The current credit crisis has made it much harder for investors to qualify for an institution-sponsored commercial mortgage (bank, broker, insurance company). Underwriting standards have become much stricter and lending parameters have tightened. Very few transactions are accepted by banks and even fewer are closing.

Many good loans that should receive funding are rejected from the outset. We call this situation the "funding gap".

Recently, many hedge funds and private equity firms have recognized that there are opportunities for companies that could help close the financing gap by offering private commercial mortgage loans to quality borrowers who have been excluded by their investment. banks. In the last 18 months, fund managers have committed hundreds of millions of dollars in the real estate finance industry. They buy distressed mortgage paper directly from distressed lenders and are quite willing to take out new commercial property loans and development projects.

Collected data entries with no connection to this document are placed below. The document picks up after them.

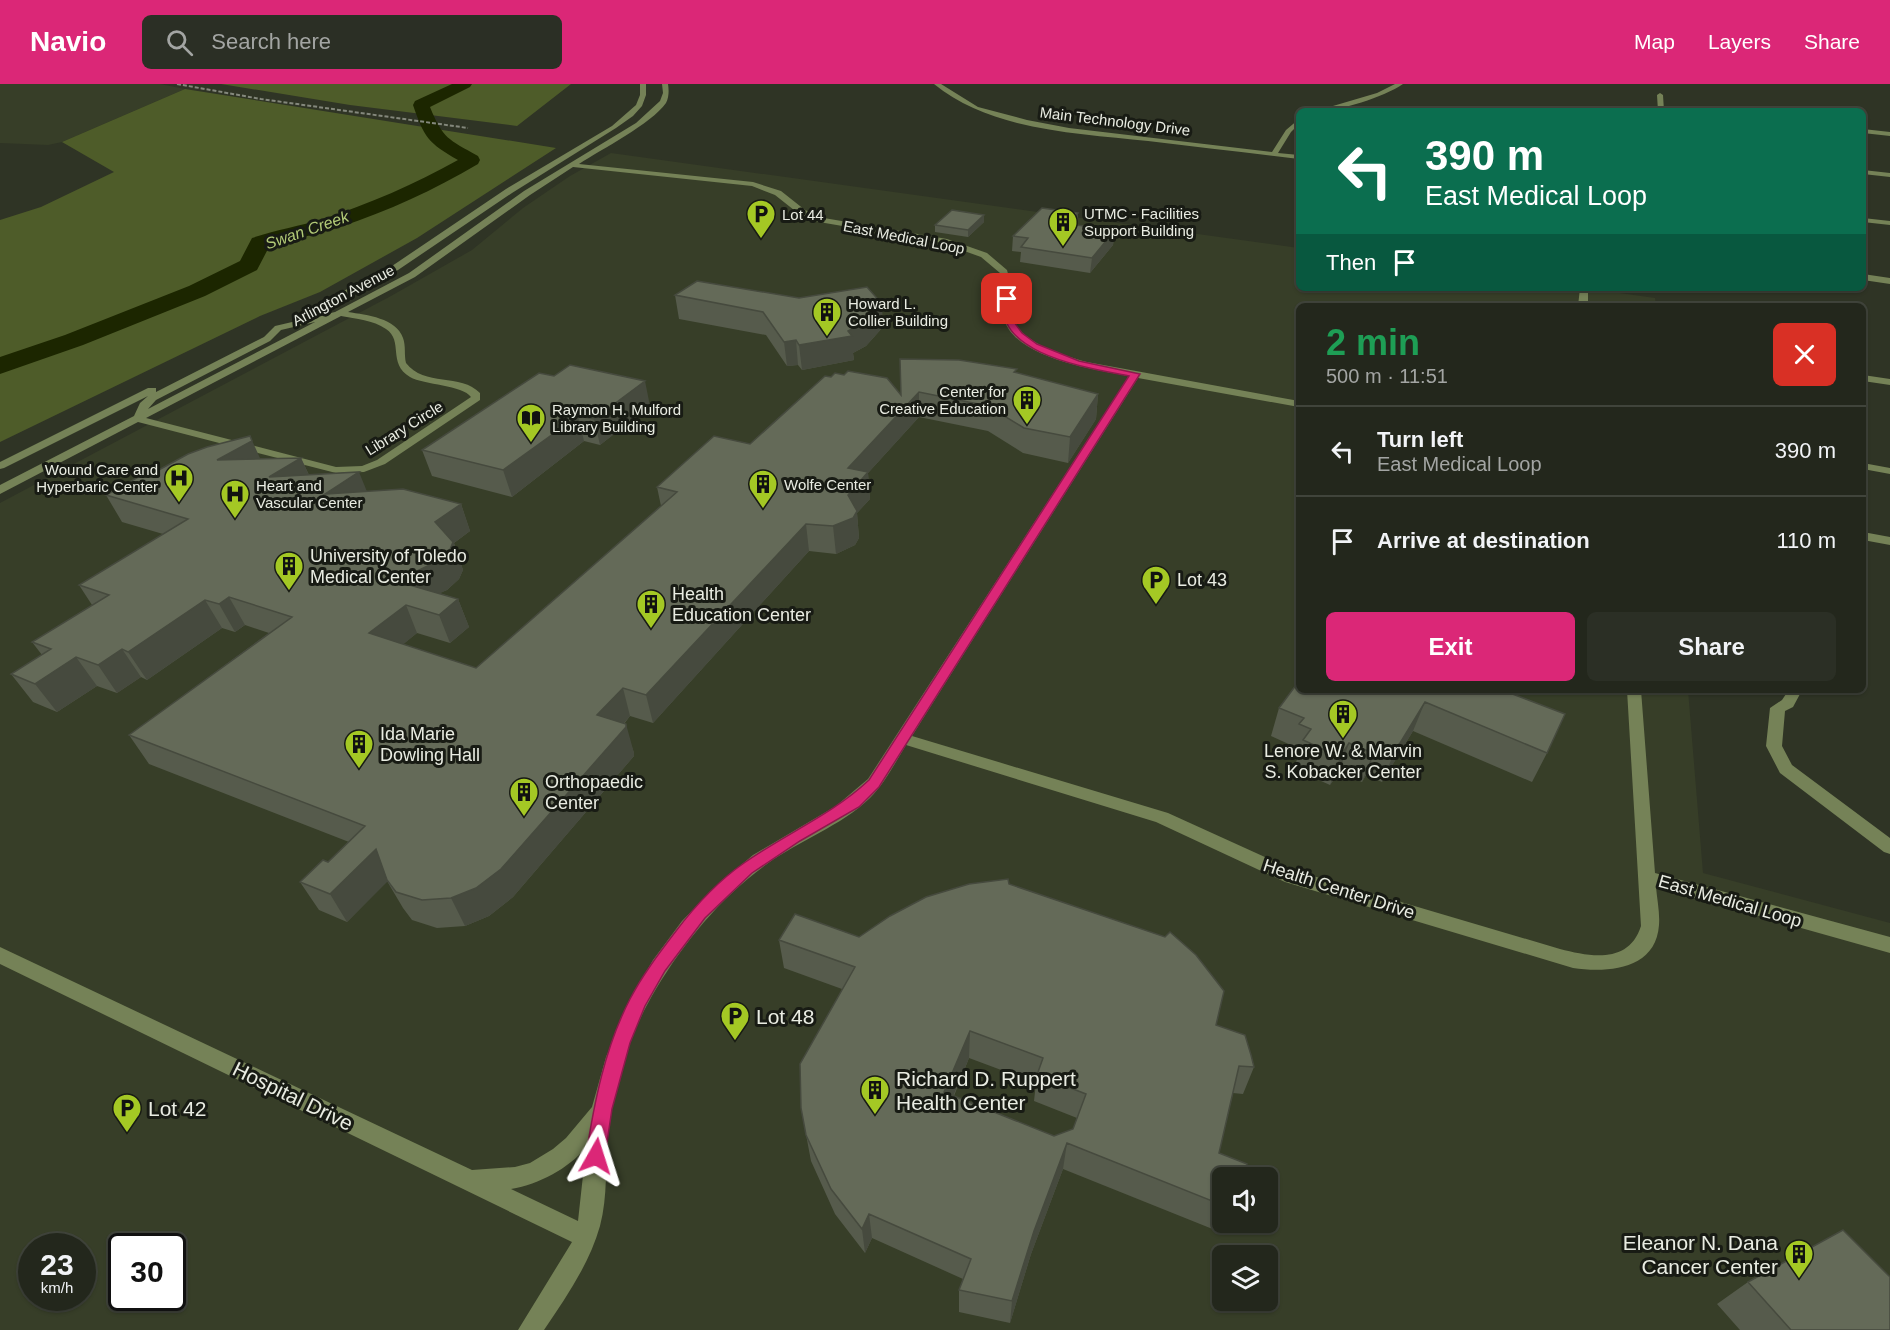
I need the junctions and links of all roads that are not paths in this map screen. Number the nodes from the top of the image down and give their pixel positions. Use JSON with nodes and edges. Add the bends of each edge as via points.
{"nodes":[{"id":1,"x":643,"y":84,"type":"edge"},
{"id":2,"x":665,"y":84,"type":"edge"},
{"id":3,"x":937,"y":84,"type":"edge"},
{"id":4,"x":1400,"y":84,"type":"edge"},
{"id":5,"x":1660,"y":94,"type":"dead end"},
{"id":6,"x":1329,"y":108,"type":"edge"},
{"id":7,"x":1661,"y":108,"type":"edge"},
{"id":8,"x":631,"y":116,"type":"junction"},
{"id":9,"x":1296,"y":124,"type":"edge"},
{"id":10,"x":1866,"y":131,"type":"edge"},
{"id":11,"x":1890,"y":134,"type":"edge"},
{"id":12,"x":1274,"y":154,"type":"junction"},
{"id":13,"x":1296,"y":157,"type":"edge"},
{"id":14,"x":582,"y":158,"type":"junction"},
{"id":15,"x":572,"y":165,"type":"junction"},
{"id":16,"x":1866,"y":172,"type":"edge"},
{"id":17,"x":1890,"y":175,"type":"edge"},
{"id":18,"x":702,"y":177,"type":"junction"},
{"id":19,"x":1866,"y":220,"type":"edge"},
{"id":20,"x":1890,"y":223,"type":"edge"},
{"id":21,"x":1866,"y":277,"type":"edge"},
{"id":22,"x":1890,"y":280,"type":"edge"},
{"id":23,"x":341,"y":314,"type":"junction"},
{"id":24,"x":278,"y":327,"type":"junction"},
{"id":25,"x":1135,"y":374,"type":"junction"},
{"id":26,"x":1866,"y":378,"type":"edge"},
{"id":27,"x":1890,"y":382,"type":"edge"},
{"id":28,"x":1296,"y":403,"type":"edge"},
{"id":29,"x":138,"y":419,"type":"junction"},
{"id":30,"x":0,"y":466,"type":"edge"},
{"id":31,"x":1866,"y":467,"type":"edge"},
{"id":32,"x":1890,"y":471,"type":"edge"},
{"id":33,"x":0,"y":490,"type":"edge"},
{"id":34,"x":1866,"y":537,"type":"edge"},
{"id":35,"x":1890,"y":541,"type":"edge"},
{"id":36,"x":1634,"y":693,"type":"edge"},
{"id":37,"x":1793,"y":693,"type":"edge"},
{"id":38,"x":904,"y":739,"type":"junction"},
{"id":39,"x":1890,"y":847,"type":"edge"},
{"id":40,"x":1648,"y":878,"type":"junction"},
{"id":41,"x":1890,"y":945,"type":"edge"},
{"id":42,"x":0,"y":955,"type":"edge"},
{"id":43,"x":603,"y":1109,"type":"junction"},
{"id":44,"x":469,"y":1180,"type":"junction"},
{"id":45,"x":585,"y":1236,"type":"junction"},
{"id":46,"x":530,"y":1330,"type":"edge"}],
"edges":[{"from":1,"to":8,"type":"street","via":[[639,106]]},
{"from":2,"to":14,"type":"street","name":"Arlington Avenue","via":[[663,102],[638,124]]},
{"from":3,"to":12,"type":"street","name":"Main Technology Drive","via":[[976,108],[1026,122]]},
{"from":4,"to":6,"type":"street"},
{"from":5,"to":7,"type":"street"},
{"from":8,"to":15,"type":"street","via":[[626,126],[571,158],[568,162]]},
{"from":8,"to":24,"type":"street","name":"Arlington Avenue","via":[[509,191],[395,268]]},
{"from":9,"to":12,"type":"street"},
{"from":10,"to":11,"type":"street"},
{"from":12,"to":13,"type":"street","name":"Main Technology Drive"},
{"from":14,"to":15,"type":"street","name":"Arlington Avenue"},
{"from":14,"to":18,"type":"street","name":"East Medical Loop"},
{"from":15,"to":18,"type":"street","name":"East Medical Loop"},
{"from":15,"to":23,"type":"street","name":"Arlington Avenue","via":[[412,275]]},
{"from":16,"to":17,"type":"street"},
{"from":18,"to":25,"type":"street","name":"East Medical Loop","via":[[770,189],[802,212],[826,221],[944,241],[980,252],[1004,272],[1008,318],[1023,339],[1068,360]]},
{"from":19,"to":20,"type":"street"},
{"from":21,"to":22,"type":"street"},
{"from":23,"to":24,"type":"street"},
{"from":23,"to":29,"type":"street","name":"Arlington Avenue"},
{"from":23,"to":29,"type":"street","name":"Library Circle","via":[[391,328],[399,340],[400,360],[407,369],[423,378],[470,389],[476,398],[381,462],[350,471]]},
{"from":24,"to":29,"type":"street","via":[[267,339],[152,398]]},
{"from":24,"to":30,"type":"street","name":"Arlington Avenue"},
{"from":25,"to":28,"type":"street","name":"East Medical Loop"},
{"from":25,"to":38,"type":"street"},
{"from":26,"to":27,"type":"street"},
{"from":29,"to":33,"type":"street","name":"Arlington Avenue"},
{"from":31,"to":32,"type":"street"},
{"from":34,"to":35,"type":"street"},
{"from":36,"to":40,"type":"street","name":"East Medical Loop"},
{"from":37,"to":39,"type":"street","via":[[1788,703],[1778,708],[1774,746],[1786,769]]},
{"from":38,"to":40,"type":"street","name":"Health Center Drive","via":[[1162,817],[1291,877],[1582,963],[1607,964],[1624,959],[1646,942],[1650,926]]},
{"from":38,"to":43,"type":"street","via":[[862,797],[747,869],[685,930],[637,1003],[621,1043]]},
{"from":40,"to":41,"type":"street","name":"East Medical Loop"},
{"from":42,"to":44,"type":"street","name":"Hospital Drive"},
{"from":43,"to":44,"type":"street","via":[[570,1151],[550,1164],[517,1179]]},
{"from":43,"to":45,"type":"street"},
{"from":44,"to":45,"type":"street","name":"Hospital Drive"},
{"from":45,"to":46,"type":"street","via":[[574,1261]]}]}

But before commercial real estate investors take out a loan from a hedge fund or another private lender, they must know some important things.

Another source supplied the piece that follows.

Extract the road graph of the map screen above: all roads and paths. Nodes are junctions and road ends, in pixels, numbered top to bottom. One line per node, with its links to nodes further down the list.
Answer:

Private commercial mortgage lenders are opportunistic investors; a hedge fund is in business to generate high returns for its investors in an efficient and timely manner. The loans they offer will be short-lived (rarely more than 36 months) and will carry much higher interest rates and origins than a bank or broker on Wall Street. In addition, hedge funds will be very aggressive in foreclosure situations; they will take your property if you do not do it.

The funds and private lenders with which we work currently charge an annual interest of 10% to 15% with 3-4 points. This means that borrowers can expect to pay a APR of 13% to 19%. In addition, borrowers are responsible for the cost of third party reports that may be required, such as assessments, environmental assessments and feasibility reports.

On the positive side, there is capital available for these commercial private mortgage loans and transactions can be concluded very quickly. Most funds prefer income-producing commercial properties owned by investors, such as apartment buildings, office buildings or warehouses. They usually lend up to 65% of the value of a property and the subscription is based on equity and not on credit. They will lend for both purchase and refinance, but private loans are "bridging" loans and a viable and realistic exit strategy needs to be put in place. In other words, they will need to know exactly how they will be reimbursed.

This credit crunch has been devastating for the commercial real estate sector and the problems will not go away. While we all expect the situation to improve, private lenders, including hedge funds and private equity firms on Wall Street, have cash and are ready to lend them.